Which universities offer legacy admissions? Which have the biggest endowments? How much do their Presidents get paid? Follow along with this interactive infographic. Click on any person or logo for more details.
Should universities with billions of dollars in endowments and pamper their wealthy donors be treated as nonprofits? These universities pay little or no tax, but still use public infrastructure like roads and police which are paid for by working Americans who cannot afford their exorbitant fees?
The Republican packed Supreme Court just blocked President Biden's plan to provide student debt relief. This makes it harder for working Americans to get a quality education. Should wealthy donors be allowed to pack the Supreme Court with justices that favor the rich at the expense of working Americans?
(What is a fat cat? Slang for a wealthy executive who lavishly accumulates excess wealth beyond what ordinary people view as fair compensation.)
Legacy admissions favor wealthy and White applicants
The practice of more favorably viewing university applicants whose parents are alumni is known as “legacy” admission or preference... several studies have shown that legacy admissions overwhelmingly favor wealthy and White applicants, and critics have described the practice as reverse affirmative action — benefiting such students at the cost of applicants of color and other disadvantaged groups.
Legacy Admissions Take Center Stage
The practice of giving children of alumni an edge in admissions comes under fire and there is increasing pressure to end it... a study showed that children of alumni who applied to top schools were on average four times as likely to be admitted as applicants with the same test scores.
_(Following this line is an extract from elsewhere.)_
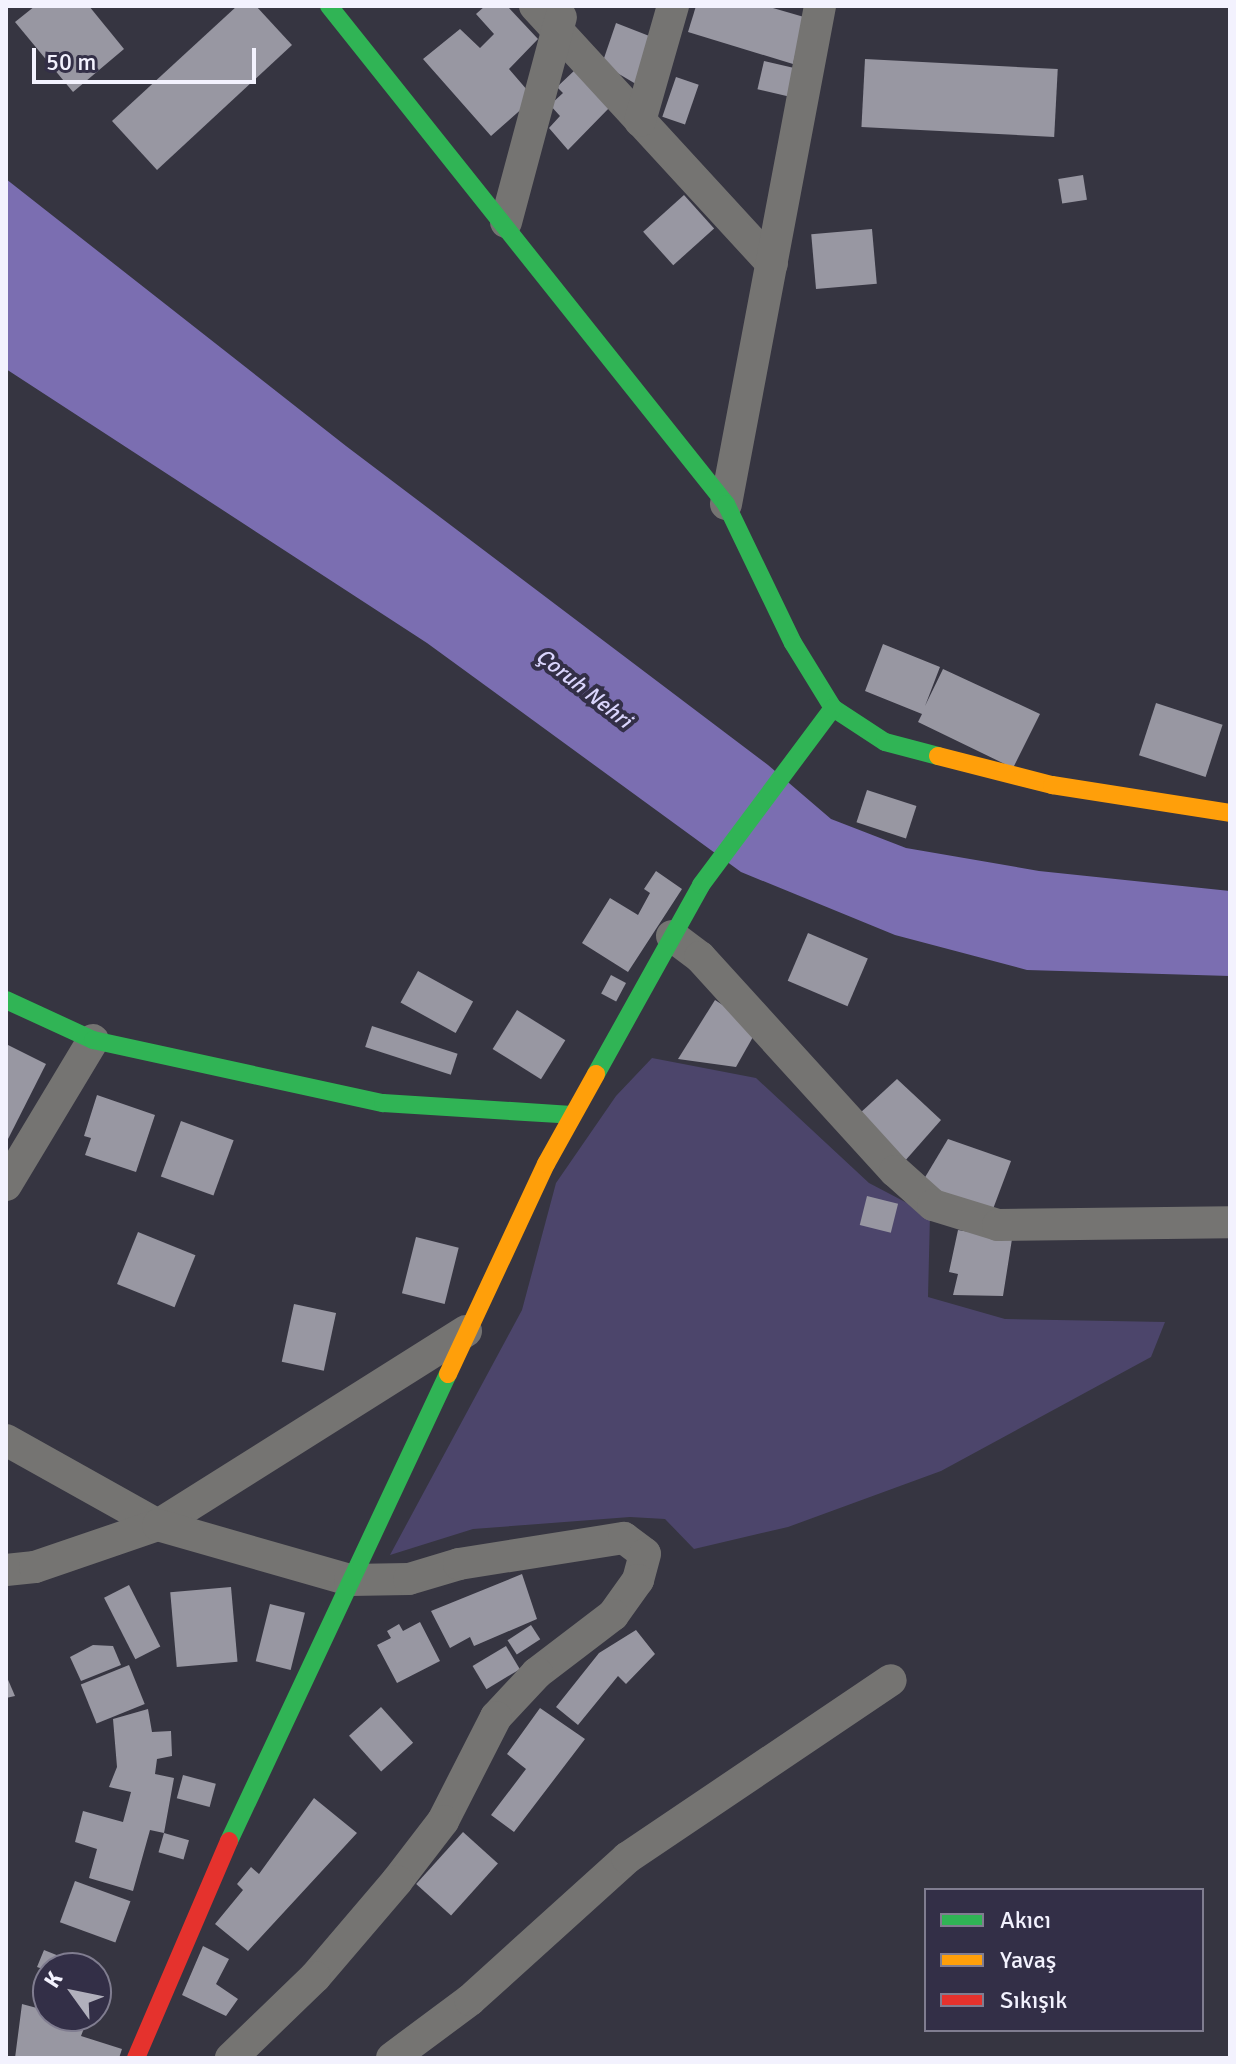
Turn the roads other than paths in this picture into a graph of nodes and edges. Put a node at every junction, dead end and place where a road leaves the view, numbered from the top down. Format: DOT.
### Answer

President Biden has said giving preference to such candidates, a practice known as legacy admissions, expands “privilege instead of opportunity.” The Education Department announced a civil rights inquiry into Harvard’s legacy admissions practices after three liberal groups said it discriminated against Black, Hispanic and Asian American applicants. - N.Y. Times
How affirmative action for the super rich works
"Elite colleges have long been filled with the children of the richest families: At Ivy League schools, one in six students has parents in the top 1 percent. Children from middle- and upper-middle-class families — including those at public high schools in high-income neighborhoods — applied in large numbers. But they were, on an individual basis, less likely to be admitted than the richest..."
For applicants with the same SAT or ACT score, children from families in the top 1 percent were 34 percent more likely to be admitted than the average applicant, and those from the top 0.1 percent were more than twice as likely to get in. Yet the top 1 percent is overwhelmingly white. Some analysts have proposed diversifying by class as a way to achieve more racial diversity without affirmative action."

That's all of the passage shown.